:: DATA EXCERPTS ::

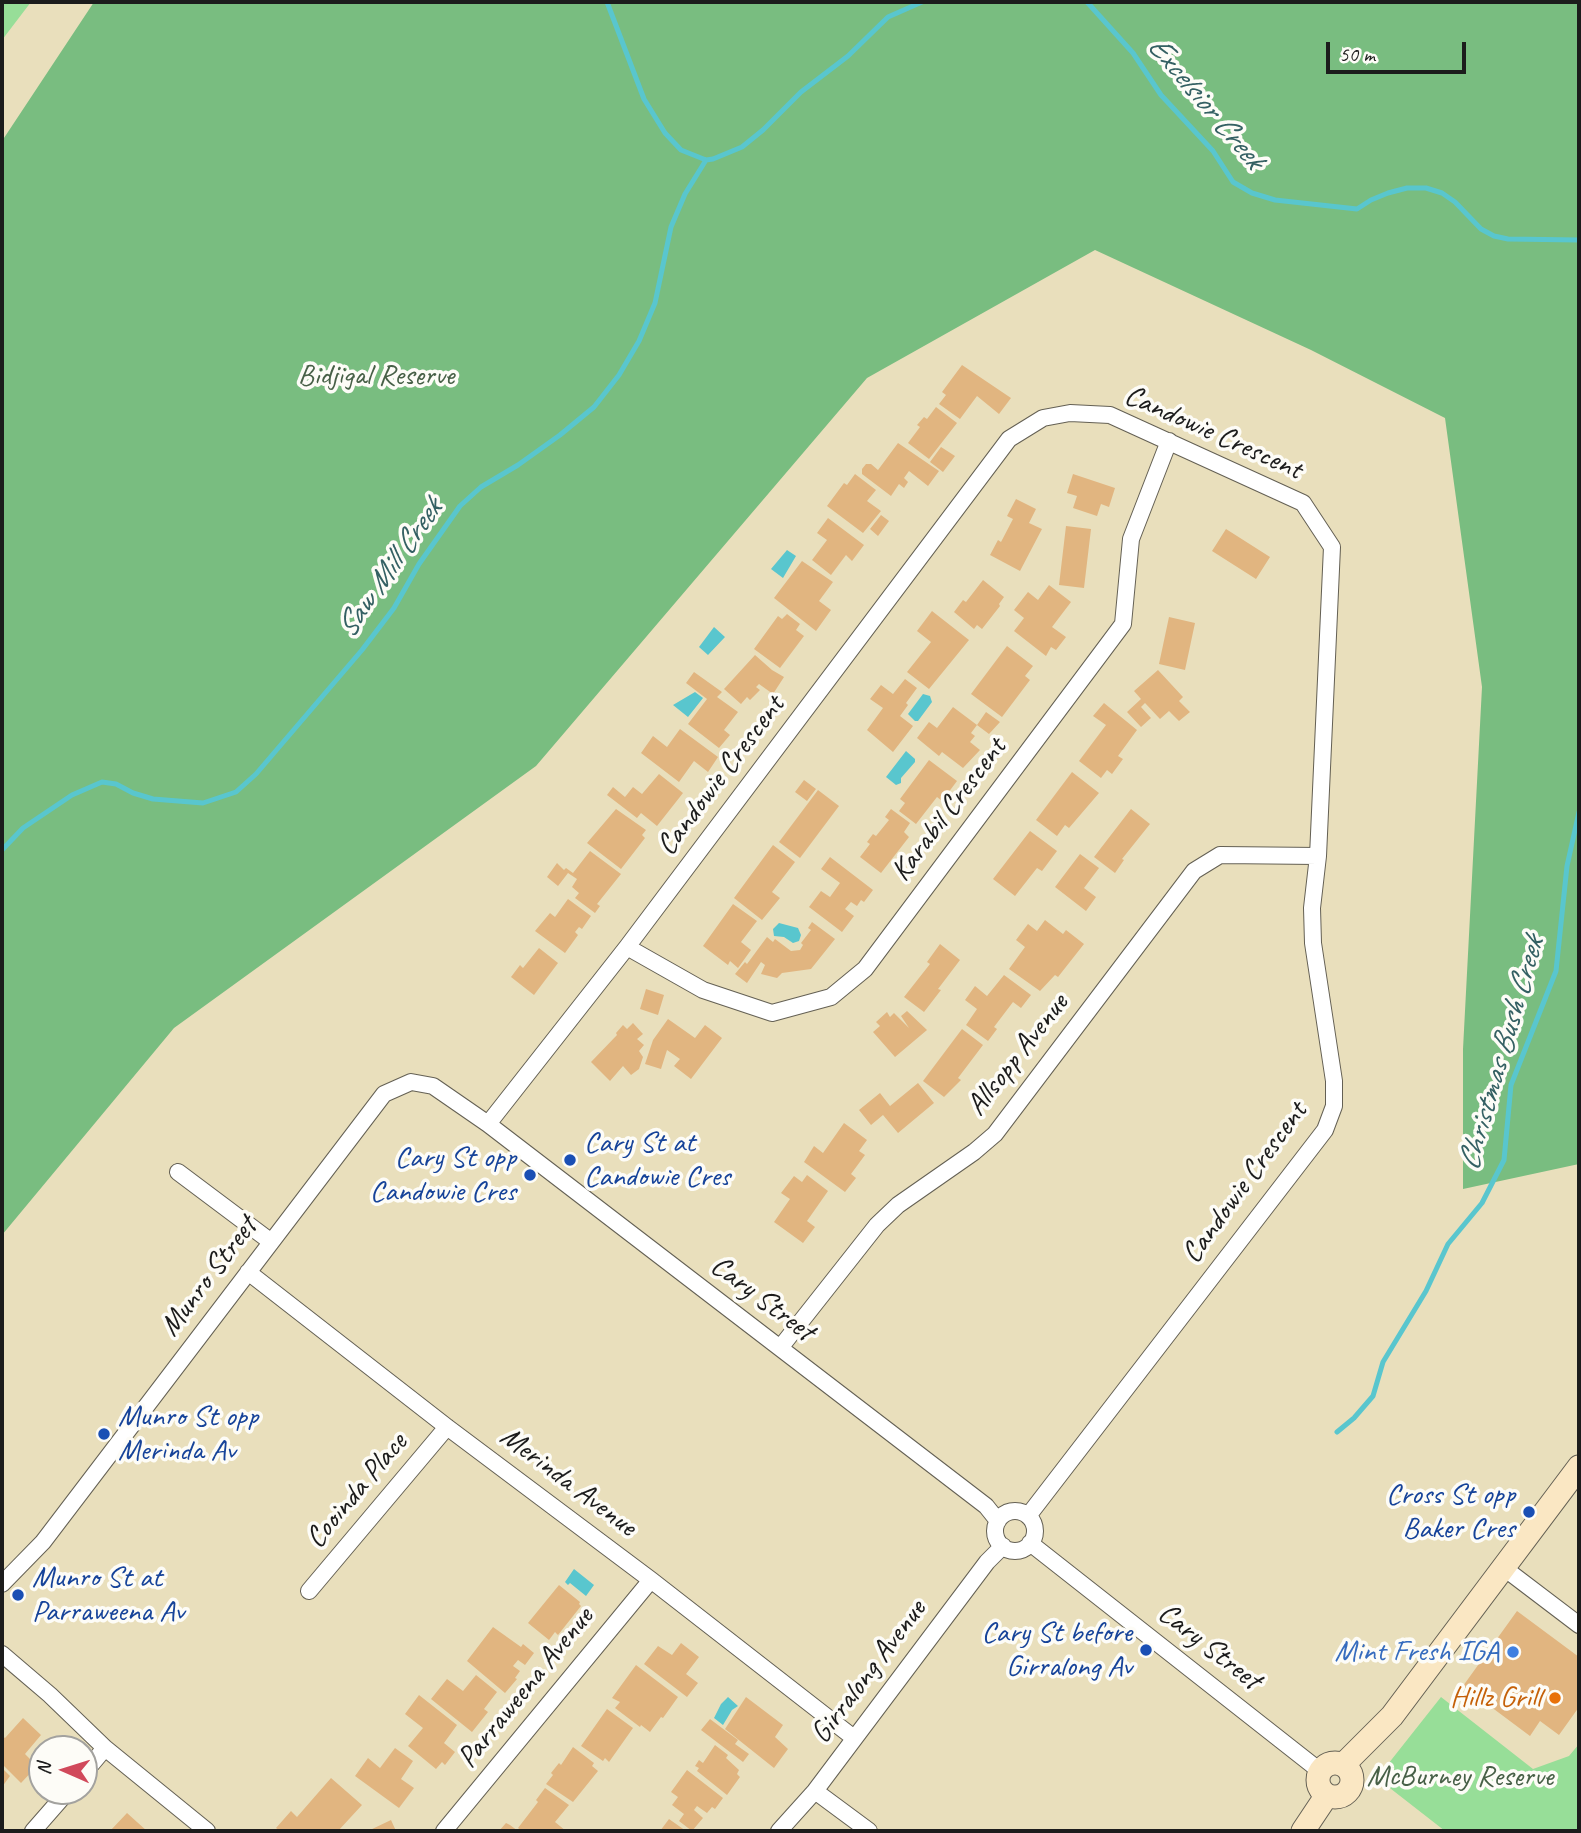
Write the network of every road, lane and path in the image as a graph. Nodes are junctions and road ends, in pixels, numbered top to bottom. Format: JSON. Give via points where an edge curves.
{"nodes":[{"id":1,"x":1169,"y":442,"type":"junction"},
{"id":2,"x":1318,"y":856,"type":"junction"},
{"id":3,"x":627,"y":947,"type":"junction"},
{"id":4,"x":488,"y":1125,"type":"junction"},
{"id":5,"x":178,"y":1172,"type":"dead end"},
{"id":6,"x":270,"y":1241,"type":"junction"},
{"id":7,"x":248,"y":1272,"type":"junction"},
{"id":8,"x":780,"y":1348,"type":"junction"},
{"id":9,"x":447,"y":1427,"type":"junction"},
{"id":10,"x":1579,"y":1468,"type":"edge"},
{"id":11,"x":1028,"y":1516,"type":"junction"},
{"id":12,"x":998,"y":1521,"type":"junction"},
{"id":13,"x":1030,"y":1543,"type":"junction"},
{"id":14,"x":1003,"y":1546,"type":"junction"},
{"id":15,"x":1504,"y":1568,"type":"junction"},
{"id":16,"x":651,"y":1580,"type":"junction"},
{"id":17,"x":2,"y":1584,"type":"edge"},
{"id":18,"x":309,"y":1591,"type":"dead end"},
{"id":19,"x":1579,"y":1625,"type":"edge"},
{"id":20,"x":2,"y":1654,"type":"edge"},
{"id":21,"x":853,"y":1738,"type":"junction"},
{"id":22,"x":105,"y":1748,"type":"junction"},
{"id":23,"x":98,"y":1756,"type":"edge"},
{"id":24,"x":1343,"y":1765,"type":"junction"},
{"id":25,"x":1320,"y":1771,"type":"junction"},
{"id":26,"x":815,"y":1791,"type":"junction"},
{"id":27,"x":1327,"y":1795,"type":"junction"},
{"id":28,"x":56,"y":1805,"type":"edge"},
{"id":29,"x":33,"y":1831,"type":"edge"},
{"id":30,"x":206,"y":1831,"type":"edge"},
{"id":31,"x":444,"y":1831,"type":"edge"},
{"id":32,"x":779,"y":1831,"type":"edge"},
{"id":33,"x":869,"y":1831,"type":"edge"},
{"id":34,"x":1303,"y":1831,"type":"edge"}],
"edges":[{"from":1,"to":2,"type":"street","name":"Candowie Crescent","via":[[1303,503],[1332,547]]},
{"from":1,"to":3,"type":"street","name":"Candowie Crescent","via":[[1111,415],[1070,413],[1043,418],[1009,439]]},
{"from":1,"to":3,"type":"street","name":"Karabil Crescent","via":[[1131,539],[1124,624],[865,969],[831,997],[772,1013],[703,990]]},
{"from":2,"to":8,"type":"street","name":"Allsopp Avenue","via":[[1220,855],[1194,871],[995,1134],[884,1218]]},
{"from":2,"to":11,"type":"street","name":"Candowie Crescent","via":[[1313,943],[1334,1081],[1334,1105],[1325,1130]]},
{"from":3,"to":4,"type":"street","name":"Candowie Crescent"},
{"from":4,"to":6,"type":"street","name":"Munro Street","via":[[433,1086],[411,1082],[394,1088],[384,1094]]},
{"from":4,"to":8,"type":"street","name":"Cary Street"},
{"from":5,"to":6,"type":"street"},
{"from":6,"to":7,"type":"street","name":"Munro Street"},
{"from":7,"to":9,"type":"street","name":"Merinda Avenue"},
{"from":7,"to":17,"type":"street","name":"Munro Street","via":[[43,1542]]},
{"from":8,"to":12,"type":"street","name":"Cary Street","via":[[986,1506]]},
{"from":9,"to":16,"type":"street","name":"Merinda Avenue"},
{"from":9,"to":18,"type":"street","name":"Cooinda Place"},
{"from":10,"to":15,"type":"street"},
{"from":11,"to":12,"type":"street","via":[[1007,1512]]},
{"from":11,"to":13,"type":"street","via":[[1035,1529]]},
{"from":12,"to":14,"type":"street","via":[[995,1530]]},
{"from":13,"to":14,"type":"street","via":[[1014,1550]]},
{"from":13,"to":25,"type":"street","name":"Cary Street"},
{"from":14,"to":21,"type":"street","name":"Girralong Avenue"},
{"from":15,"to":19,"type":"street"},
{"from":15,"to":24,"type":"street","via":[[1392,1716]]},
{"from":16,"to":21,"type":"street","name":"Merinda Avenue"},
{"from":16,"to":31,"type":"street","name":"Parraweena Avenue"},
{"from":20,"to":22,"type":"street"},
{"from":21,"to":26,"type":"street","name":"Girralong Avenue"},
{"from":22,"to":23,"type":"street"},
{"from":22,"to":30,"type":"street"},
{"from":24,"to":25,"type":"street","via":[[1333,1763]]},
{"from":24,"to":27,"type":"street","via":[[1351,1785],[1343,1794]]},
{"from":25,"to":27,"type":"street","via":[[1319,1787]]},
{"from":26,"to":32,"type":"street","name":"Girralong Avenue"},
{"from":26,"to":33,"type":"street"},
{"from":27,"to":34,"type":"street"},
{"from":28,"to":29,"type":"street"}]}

:::

_EXERCISE REQUIREMENTS_:
Would you repeat the entries exactly, keeping the images out?

_ANSWER SECTION_:
Write the network of every road, lane and path in the image as a graph. Nodes are junctions and road ends, in pixels, numbered top to bottom. Format: JSON. Give via points where an edge curves.
{"nodes":[{"id":1,"x":1169,"y":442,"type":"junction"},
{"id":2,"x":1318,"y":856,"type":"junction"},
{"id":3,"x":627,"y":947,"type":"junction"},
{"id":4,"x":488,"y":1125,"type":"junction"},
{"id":5,"x":178,"y":1172,"type":"dead end"},
{"id":6,"x":270,"y":1241,"type":"junction"},
{"id":7,"x":248,"y":1272,"type":"junction"},
{"id":8,"x":780,"y":1348,"type":"junction"},
{"id":9,"x":447,"y":1427,"type":"junction"},
{"id":10,"x":1579,"y":1468,"type":"edge"},
{"id":11,"x":1028,"y":1516,"type":"junction"},
{"id":12,"x":998,"y":1521,"type":"junction"},
{"id":13,"x":1030,"y":1543,"type":"junction"},
{"id":14,"x":1003,"y":1546,"type":"junction"},
{"id":15,"x":1504,"y":1568,"type":"junction"},
{"id":16,"x":651,"y":1580,"type":"junction"},
{"id":17,"x":2,"y":1584,"type":"edge"},
{"id":18,"x":309,"y":1591,"type":"dead end"},
{"id":19,"x":1579,"y":1625,"type":"edge"},
{"id":20,"x":2,"y":1654,"type":"edge"},
{"id":21,"x":853,"y":1738,"type":"junction"},
{"id":22,"x":105,"y":1748,"type":"junction"},
{"id":23,"x":98,"y":1756,"type":"edge"},
{"id":24,"x":1343,"y":1765,"type":"junction"},
{"id":25,"x":1320,"y":1771,"type":"junction"},
{"id":26,"x":815,"y":1791,"type":"junction"},
{"id":27,"x":1327,"y":1795,"type":"junction"},
{"id":28,"x":56,"y":1805,"type":"edge"},
{"id":29,"x":33,"y":1831,"type":"edge"},
{"id":30,"x":206,"y":1831,"type":"edge"},
{"id":31,"x":444,"y":1831,"type":"edge"},
{"id":32,"x":779,"y":1831,"type":"edge"},
{"id":33,"x":869,"y":1831,"type":"edge"},
{"id":34,"x":1303,"y":1831,"type":"edge"}],
"edges":[{"from":1,"to":2,"type":"street","name":"Candowie Crescent","via":[[1303,503],[1332,547]]},
{"from":1,"to":3,"type":"street","name":"Candowie Crescent","via":[[1111,415],[1070,413],[1043,418],[1009,439]]},
{"from":1,"to":3,"type":"street","name":"Karabil Crescent","via":[[1131,539],[1124,624],[865,969],[831,997],[772,1013],[703,990]]},
{"from":2,"to":8,"type":"street","name":"Allsopp Avenue","via":[[1220,855],[1194,871],[995,1134],[884,1218]]},
{"from":2,"to":11,"type":"street","name":"Candowie Crescent","via":[[1313,943],[1334,1081],[1334,1105],[1325,1130]]},
{"from":3,"to":4,"type":"street","name":"Candowie Crescent"},
{"from":4,"to":6,"type":"street","name":"Munro Street","via":[[433,1086],[411,1082],[394,1088],[384,1094]]},
{"from":4,"to":8,"type":"street","name":"Cary Street"},
{"from":5,"to":6,"type":"street"},
{"from":6,"to":7,"type":"street","name":"Munro Street"},
{"from":7,"to":9,"type":"street","name":"Merinda Avenue"},
{"from":7,"to":17,"type":"street","name":"Munro Street","via":[[43,1542]]},
{"from":8,"to":12,"type":"street","name":"Cary Street","via":[[986,1506]]},
{"from":9,"to":16,"type":"street","name":"Merinda Avenue"},
{"from":9,"to":18,"type":"street","name":"Cooinda Place"},
{"from":10,"to":15,"type":"street"},
{"from":11,"to":12,"type":"street","via":[[1007,1512]]},
{"from":11,"to":13,"type":"street","via":[[1035,1529]]},
{"from":12,"to":14,"type":"street","via":[[995,1530]]},
{"from":13,"to":14,"type":"street","via":[[1014,1550]]},
{"from":13,"to":25,"type":"street","name":"Cary Street"},
{"from":14,"to":21,"type":"street","name":"Girralong Avenue"},
{"from":15,"to":19,"type":"street"},
{"from":15,"to":24,"type":"street","via":[[1392,1716]]},
{"from":16,"to":21,"type":"street","name":"Merinda Avenue"},
{"from":16,"to":31,"type":"street","name":"Parraweena Avenue"},
{"from":20,"to":22,"type":"street"},
{"from":21,"to":26,"type":"street","name":"Girralong Avenue"},
{"from":22,"to":23,"type":"street"},
{"from":22,"to":30,"type":"street"},
{"from":24,"to":25,"type":"street","via":[[1333,1763]]},
{"from":24,"to":27,"type":"street","via":[[1351,1785],[1343,1794]]},
{"from":25,"to":27,"type":"street","via":[[1319,1787]]},
{"from":26,"to":32,"type":"street","name":"Girralong Avenue"},
{"from":26,"to":33,"type":"street"},
{"from":27,"to":34,"type":"street"},
{"from":28,"to":29,"type":"street"}]}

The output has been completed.